A lot of thought has gone into the current API design, please help keep things consistent. The following is a list of general guidelines for implementing new features in the API.

  1. The API should be intuitive, discoverable, and consistent.
  2. The Repository is intended to be the primary interface and root aggregate object for accessing all functionality. It is the only object that implements IDisposable.
  3. GitObjects like Tree, Tag, Blob, Commit should not implement IDisposable. The consumer should not have to worry about disposing these objects when they are returned from methods like repository.Lookup(sha).
  4. If you do have to implement IDisposable, please use the SafeHandle pattern.
  5. LibGit2Sharp should not be a 1:1 mapping of the libgit2 C API. This means that there maybe features in libgit2 that are not supported or are only exposed in a constrained manner.
  6. Sketch out the API design before implementing!

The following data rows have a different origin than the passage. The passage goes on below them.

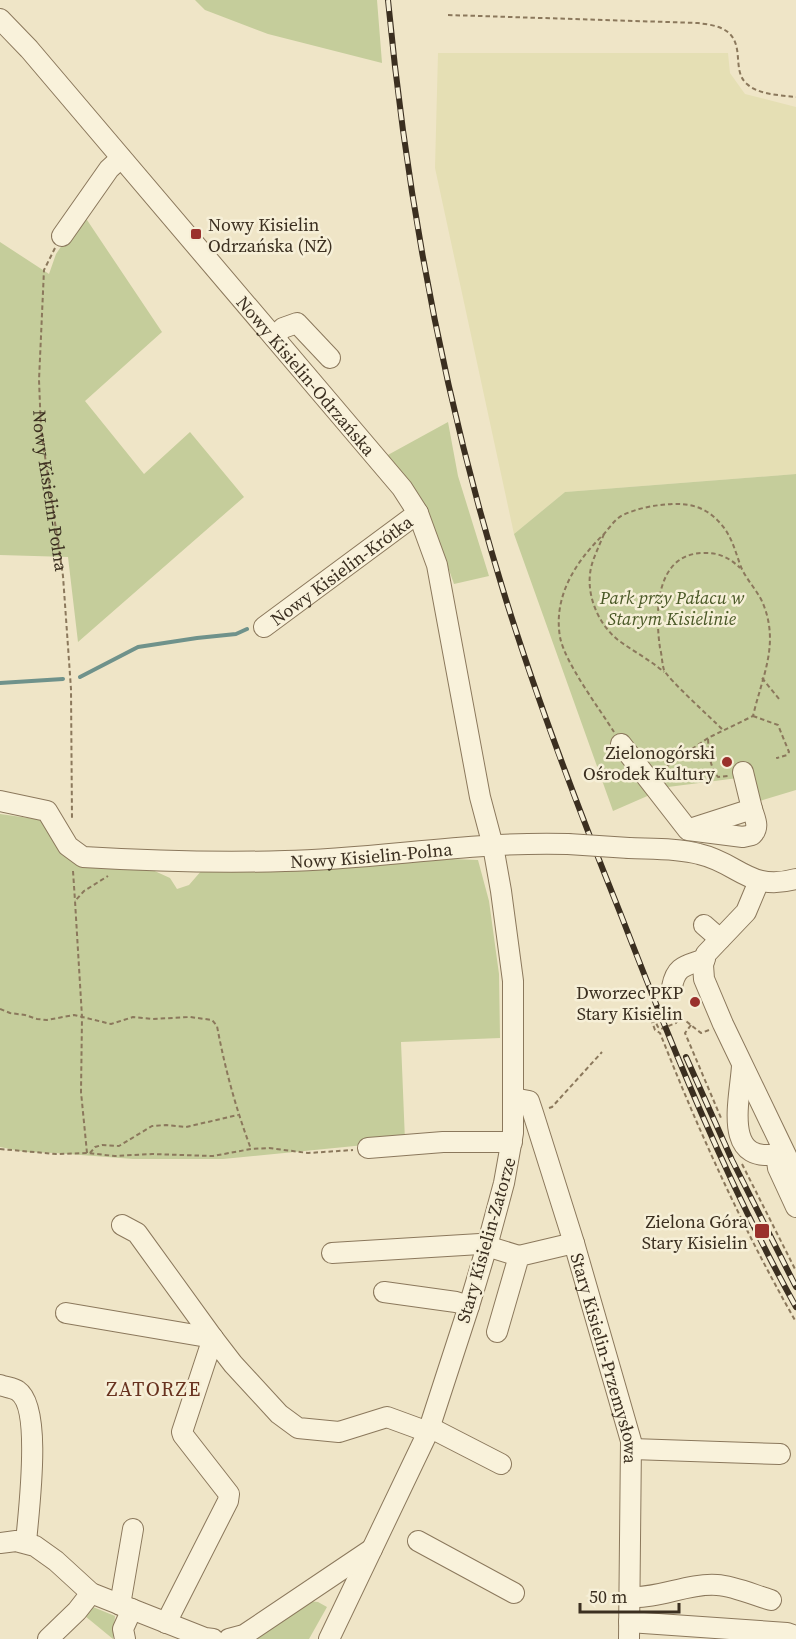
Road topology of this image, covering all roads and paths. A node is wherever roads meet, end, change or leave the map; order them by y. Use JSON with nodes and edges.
{"nodes":[{"id":1,"x":448,"y":15,"type":"dead end"},
{"id":2,"x":0,"y":19,"type":"edge"},
{"id":3,"x":796,"y":98,"type":"edge"},
{"id":4,"x":122,"y":158,"type":"junction"},
{"id":5,"x":62,"y":236,"type":"joint"},
{"id":6,"x":274,"y":337,"type":"junction"},
{"id":7,"x":330,"y":357,"type":"dead end"},
{"id":8,"x":418,"y":513,"type":"junction"},
{"id":9,"x":605,"y":532,"type":"junction"},
{"id":10,"x":742,"y":570,"type":"junction"},
{"id":11,"x":264,"y":627,"type":"dead end"},
{"id":12,"x":664,"y":672,"type":"junction"},
{"id":13,"x":762,"y":678,"type":"junction"},
{"id":14,"x":779,"y":699,"type":"dead end"},
{"id":15,"x":753,"y":716,"type":"junction"},
{"id":16,"x":723,"y":730,"type":"junction"},
{"id":17,"x":708,"y":738,"type":"junction"},
{"id":18,"x":621,"y":744,"type":"joint"},
{"id":19,"x":777,"y":757,"type":"dead end"},
{"id":20,"x":743,"y":772,"type":"joint"},
{"id":21,"x":648,"y":780,"type":"junction"},
{"id":22,"x":0,"y":801,"type":"edge"},
{"id":23,"x":688,"y":830,"type":"junction"},
{"id":24,"x":493,"y":846,"type":"junction"},
{"id":25,"x":72,"y":849,"type":"junction"},
{"id":26,"x":686,"y":851,"type":"junction"},
{"id":27,"x":121,"y":859,"type":"junction"},
{"id":28,"x":796,"y":879,"type":"edge"},
{"id":29,"x":759,"y":881,"type":"junction"},
{"id":30,"x":75,"y":901,"type":"junction"},
{"id":31,"x":704,"y":925,"type":"dead end"},
{"id":32,"x":720,"y":939,"type":"junction"},
{"id":33,"x":705,"y":959,"type":"junction"},
{"id":34,"x":672,"y":987,"type":"dead end"},
{"id":35,"x":0,"y":1009,"type":"edge"},
{"id":36,"x":82,"y":1017,"type":"junction"},
{"id":37,"x":723,"y":1024,"type":"junction"},
{"id":38,"x":603,"y":1052,"type":"dead end"},
{"id":39,"x":742,"y":1065,"type":"junction"},
{"id":40,"x":513,"y":1098,"type":"junction"},
{"id":41,"x":533,"y":1113,"type":"junction"},
{"id":42,"x":237,"y":1115,"type":"junction"},
{"id":43,"x":775,"y":1134,"type":"junction"},
{"id":44,"x":512,"y":1142,"type":"junction"},
{"id":45,"x":368,"y":1148,"type":"joint"},
{"id":46,"x":0,"y":1149,"type":"edge"},
{"id":47,"x":251,"y":1149,"type":"junction"},
{"id":48,"x":88,"y":1153,"type":"junction"},
{"id":49,"x":777,"y":1154,"type":"junction"},
{"id":50,"x":796,"y":1176,"type":"edge"},
{"id":51,"x":796,"y":1207,"type":"edge"},
{"id":52,"x":122,"y":1225,"type":"dead end"},
{"id":53,"x":574,"y":1243,"type":"junction"},
{"id":54,"x":487,"y":1246,"type":"junction"},
{"id":55,"x":332,"y":1253,"type":"dead end"},
{"id":56,"x":519,"y":1256,"type":"junction"},
{"id":57,"x":384,"y":1292,"type":"dead end"},
{"id":58,"x":470,"y":1306,"type":"junction"},
{"id":59,"x":66,"y":1313,"type":"dead end"},
{"id":60,"x":796,"y":1322,"type":"edge"},
{"id":61,"x":497,"y":1332,"type":"dead end"},
{"id":62,"x":213,"y":1338,"type":"junction"},
{"id":63,"x":0,"y":1385,"type":"edge"},
{"id":64,"x":429,"y":1430,"type":"junction"},
{"id":65,"x":632,"y":1449,"type":"junction"},
{"id":66,"x":780,"y":1454,"type":"dead end"},
{"id":67,"x":501,"y":1464,"type":"dead end"},
{"id":68,"x":133,"y":1529,"type":"dead end"},
{"id":69,"x":418,"y":1541,"type":"dead end"},
{"id":70,"x":0,"y":1543,"type":"edge"},
{"id":71,"x":26,"y":1543,"type":"junction"},
{"id":72,"x":374,"y":1547,"type":"junction"},
{"id":73,"x":321,"y":1583,"type":"junction"},
{"id":74,"x":91,"y":1593,"type":"junction"},
{"id":75,"x":514,"y":1593,"type":"dead end"},
{"id":76,"x":629,"y":1597,"type":"junction"},
{"id":77,"x":771,"y":1600,"type":"dead end"},
{"id":78,"x":126,"y":1607,"type":"junction"},
{"id":79,"x":343,"y":1611,"type":"junction"},
{"id":80,"x":166,"y":1623,"type":"junction"},
{"id":81,"x":629,"y":1631,"type":"edge"},
{"id":82,"x":768,"y":1635,"type":"edge"},
{"id":83,"x":796,"y":1636,"type":"edge"},
{"id":84,"x":48,"y":1639,"type":"edge"},
{"id":85,"x":125,"y":1639,"type":"edge"},
{"id":86,"x":206,"y":1639,"type":"edge"},
{"id":87,"x":229,"y":1639,"type":"edge"},
{"id":88,"x":329,"y":1639,"type":"edge"}],
"edges":[{"from":1,"to":3,"type":"path"},
{"from":2,"to":4,"type":"street","name":"Nowy Kisielin-Odrzańska"},
{"from":4,"to":5,"type":"street"},
{"from":4,"to":6,"type":"street","name":"Nowy Kisielin-Odrzańska"},
{"from":5,"to":25,"type":"path","name":"Nowy Kisielin-Polna"},
{"from":6,"to":7,"type":"street"},
{"from":6,"to":8,"type":"street","name":"Nowy Kisielin-Odrzańska"},
{"from":8,"to":11,"type":"street","name":"Nowy Kisielin-Krótka"},
{"from":8,"to":24,"type":"street","name":"Nowy Kisielin-Odrzańska"},
{"from":9,"to":10,"type":"path"},
{"from":9,"to":12,"type":"path"},
{"from":9,"to":18,"type":"path"},
{"from":10,"to":12,"type":"path"},
{"from":10,"to":13,"type":"path"},
{"from":12,"to":16,"type":"path"},
{"from":13,"to":14,"type":"path"},
{"from":13,"to":15,"type":"path"},
{"from":15,"to":16,"type":"path"},
{"from":15,"to":19,"type":"path"},
{"from":16,"to":17,"type":"path"},
{"from":17,"to":20,"type":"path"},
{"from":17,"to":21,"type":"path"},
{"from":18,"to":21,"type":"street"},
{"from":20,"to":23,"type":"street"},
{"from":21,"to":23,"type":"street"},
{"from":22,"to":25,"type":"street"},
{"from":23,"to":26,"type":"street"},
{"from":24,"to":26,"type":"street","name":"Nowy Kisielin-Polna","bridge":true},
{"from":24,"to":27,"type":"street","name":"Nowy Kisielin-Polna"},
{"from":24,"to":40,"type":"street","name":"Stary Kisielin-Zatorze"},
{"from":25,"to":27,"type":"street","name":"Nowy Kisielin-Polna"},
{"from":25,"to":30,"type":"path"},
{"from":26,"to":29,"type":"street","name":"Nowy Kisielin-Polna"},
{"from":27,"to":30,"type":"path"},
{"from":28,"to":29,"type":"street"},
{"from":29,"to":32,"type":"street"},
{"from":30,"to":36,"type":"path"},
{"from":31,"to":32,"type":"street"},
{"from":32,"to":33,"type":"street"},
{"from":33,"to":34,"type":"street"},
{"from":33,"to":37,"type":"street"},
{"from":35,"to":36,"type":"path"},
{"from":36,"to":42,"type":"path"},
{"from":36,"to":48,"type":"path"},
{"from":37,"to":39,"type":"street"},
{"from":37,"to":60,"type":"path"},
{"from":38,"to":41,"type":"path"},
{"from":39,"to":43,"type":"street"},
{"from":39,"to":49,"type":"street"},
{"from":40,"to":41,"type":"street"},
{"from":40,"to":44,"type":"street","name":"Stary Kisielin-Zatorze"},
{"from":41,"to":53,"type":"street","name":"Stary Kisielin-Przemysłowa"},
{"from":42,"to":47,"type":"path"},
{"from":42,"to":48,"type":"path"},
{"from":43,"to":49,"type":"street"},
{"from":43,"to":50,"type":"street"},
{"from":44,"to":45,"type":"street"},
{"from":44,"to":54,"type":"street","name":"Stary Kisielin-Zatorze"},
{"from":45,"to":47,"type":"path"},
{"from":46,"to":48,"type":"path"},
{"from":47,"to":48,"type":"path"},
{"from":49,"to":51,"type":"street"},
{"from":52,"to":62,"type":"street"},
{"from":53,"to":56,"type":"street"},
{"from":53,"to":65,"type":"street","name":"Stary Kisielin-Przemysłowa"},
{"from":54,"to":55,"type":"street"},
{"from":54,"to":56,"type":"street"},
{"from":54,"to":58,"type":"street","name":"Stary Kisielin-Zatorze"},
{"from":56,"to":61,"type":"street"},
{"from":57,"to":58,"type":"street"},
{"from":58,"to":64,"type":"street","name":"Stary Kisielin-Zatorze"},
{"from":59,"to":62,"type":"street"},
{"from":62,"to":64,"type":"street"},
{"from":62,"to":80,"type":"street"},
{"from":63,"to":71,"type":"street"},
{"from":64,"to":67,"type":"street"},
{"from":64,"to":72,"type":"street","name":"Stary Kisielin-Zatorze"},
{"from":65,"to":66,"type":"street"},
{"from":65,"to":76,"type":"street","name":"Stary Kisielin-Przemysłowa"},
{"from":68,"to":78,"type":"street"},
{"from":69,"to":75,"type":"street"},
{"from":70,"to":71,"type":"street"},
{"from":71,"to":74,"type":"street"},
{"from":72,"to":73,"type":"street"},
{"from":72,"to":79,"type":"street","name":"Stary Kisielin-Zatorze"},
{"from":73,"to":79,"type":"street"},
{"from":73,"to":87,"type":"street"},
{"from":74,"to":78,"type":"street"},
{"from":74,"to":84,"type":"street"},
{"from":76,"to":77,"type":"street"},
{"from":76,"to":81,"type":"street","name":"Stary Kisielin-Przemysłowa"},
{"from":78,"to":80,"type":"street"},
{"from":78,"to":85,"type":"street"},
{"from":79,"to":88,"type":"street","name":"Stary Kisielin-Zatorze"},
{"from":80,"to":86,"type":"street"},
{"from":81,"to":82,"type":"street"},
{"from":82,"to":83,"type":"street"}]}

Here is a good example of the initial API sketch done in a gist:
using (var repo = new Repository("path\to\repo.git"))
{
    // Object lookup
    var obj = repo.Lookup("sha");
    var commit = repo.Lookup<Commit>("sha");
    var tree = repo.Lookup<Tree>("sha");
    var tag = repo.Lookup<Tag>("sha");

    // Rev walking
    foreach (var c in repo.Commits.Walk("sha")) { }
    var commits = repo.Commits.StartingAt("sha").Where(c => c).ToList();
    var sortedCommits = repo.Commits.StartingAt("sha").SortBy(SortMode.Topo).ToList();

    // Refs
    var reference = repo.Refs["refs/heads/master"];
    var allRefs = repo.Refs.ToList();
    foreach (var c in repo.Refs["HEAD"].Commits) { }
    foreach (var c in repo.Head.Commits) { }
    var headCommit = repo.Head.Commits.First();
    var allCommits = repo.Refs["HEAD"].Commits.ToList();
    var newRef = repo.Refs.CreateFrom(reference);
    var anotherNewRef = repo.Refs.CreateFrom("sha");

    // Branches
    // special kind of reference
    var allBranches = repo.Branches.ToList();
    var branch = repo.Branches["master"];
    var remoteBranch = repo.Branches["origin/master"];
    var localBranches = repo.Branches.Where(p => p.Type == BranchType.Local).ToList();
    var remoteBranches = repo.Branches.Where(p => p.Type == BranchType.Remote).ToList();
    var newBranch = repo.Branches.CreateFrom("sha");
    var anotherNewBranch = repo.Branches.CreateFrom(newBranch);
    repo.Branches.Delete(anotherNewBranch);

    // Tags
    // really another special kind of reference
    var aTag = repo.Tags["refs/tags/v1.0"];
    var allTags = repo.Tags.ToList();
    var newTag = repo.Tags.CreateFrom("sha");
    var newTag2 = repo.Tags.CreateFrom(commit);
    var newTag3 = repo.Tags.CreateFrom(reference);
}

In many cases, if you are implementing brand new parts of the API it is a good idea to sketch out how the API would be used by a consumer, post it somewhere like gists and ask for some feedback before diving in and implementing.